WORK TO COMPLETE. Return all the entries word for word, minus the pictures.

>>

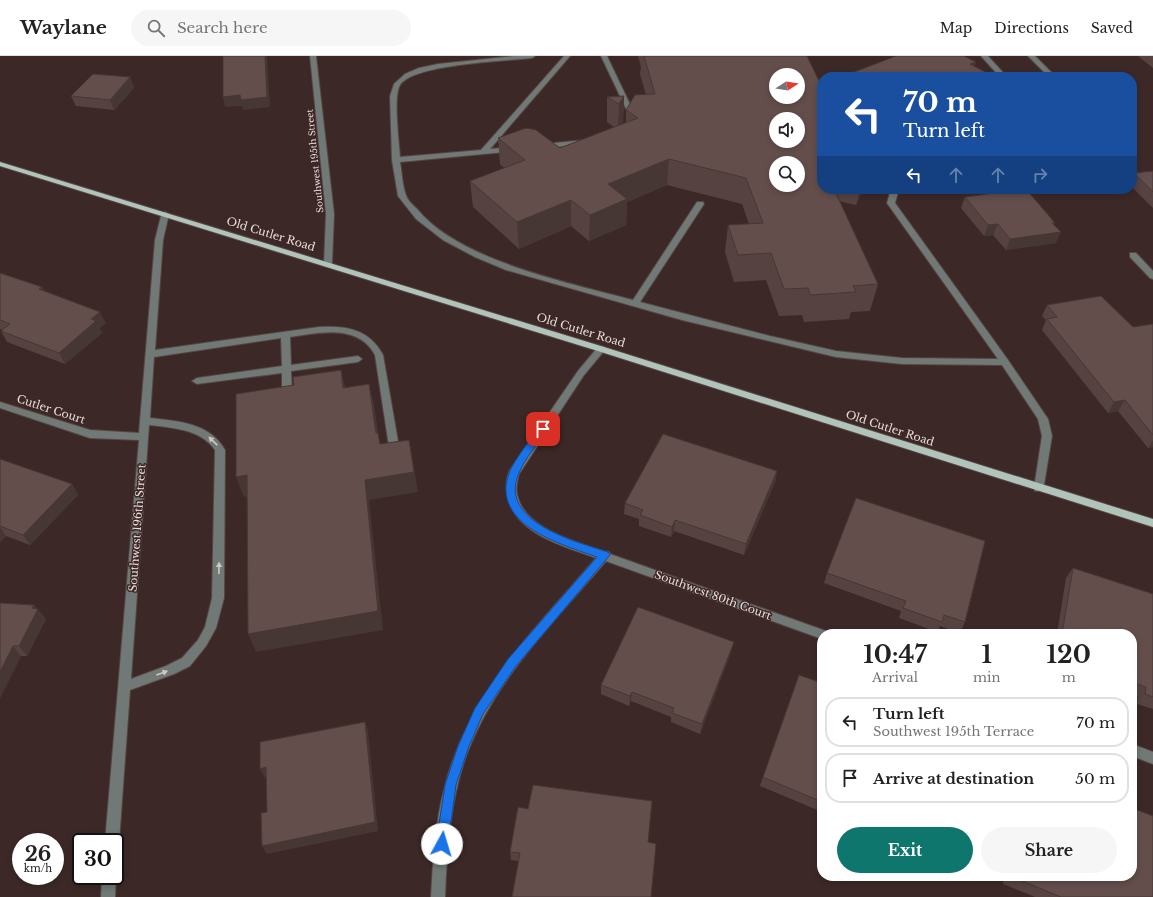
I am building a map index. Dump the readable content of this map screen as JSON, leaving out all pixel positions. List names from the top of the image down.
{
  "streets": {
    "main road": ["Old Cutler Road"],
    "street": [
      "Southwest 195th Street",
      "Cutler Court",
      "Southwest 196th Street",
      "Southwest 80th Court"
    ]
  },
  "crossings": [
    ["Southwest 195th Street", "Old Cutler Road"],
    ["Old Cutler Road", "Southwest 196th Street"],
    ["Old Cutler Road", "Southwest 80th Court"],
    ["Cutler Court", "Southwest 196th Street"]
  ],
  "north": "right",
  "page": {
    "header": "Waylane",
    "search": "Search here",
    "nav": ["Map", "Directions", "Saved"],
    "turn": ["70 m", "Turn left"],
    "eta": [
      "10:47",
      "Arrival",
      "1",
      "min",
      "120",
      "m"
    ],
    "list": [
      {
        "name": "Turn left",
        "note": "Southwest 195th Terrace",
        "value": "70 m"
      },
      {
        "name": "Arrive at destination",
        "value": "50 m"
      }
    ],
    "buttons": ["Exit", "Share"],
    "speed": "26 km/h",
    "limit": "30"
  }
}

<<

YOUR SOLUTION.
I am building a map index. Dump the readable content of this map screen as JSON, leaving out all pixel positions. List names from the top of the image down.
{
  "streets": {
    "main road": ["Old Cutler Road"],
    "street": [
      "Southwest 195th Street",
      "Cutler Court",
      "Southwest 196th Street",
      "Southwest 80th Court"
    ]
  },
  "crossings": [
    ["Southwest 195th Street", "Old Cutler Road"],
    ["Old Cutler Road", "Southwest 196th Street"],
    ["Old Cutler Road", "Southwest 80th Court"],
    ["Cutler Court", "Southwest 196th Street"]
  ],
  "north": "right",
  "page": {
    "header": "Waylane",
    "search": "Search here",
    "nav": ["Map", "Directions", "Saved"],
    "turn": ["70 m", "Turn left"],
    "eta": [
      "10:47",
      "Arrival",
      "1",
      "min",
      "120",
      "m"
    ],
    "list": [
      {
        "name": "Turn left",
        "note": "Southwest 195th Terrace",
        "value": "70 m"
      },
      {
        "name": "Arrive at destination",
        "value": "50 m"
      }
    ],
    "buttons": ["Exit", "Share"],
    "speed": "26 km/h",
    "limit": "30"
  }
}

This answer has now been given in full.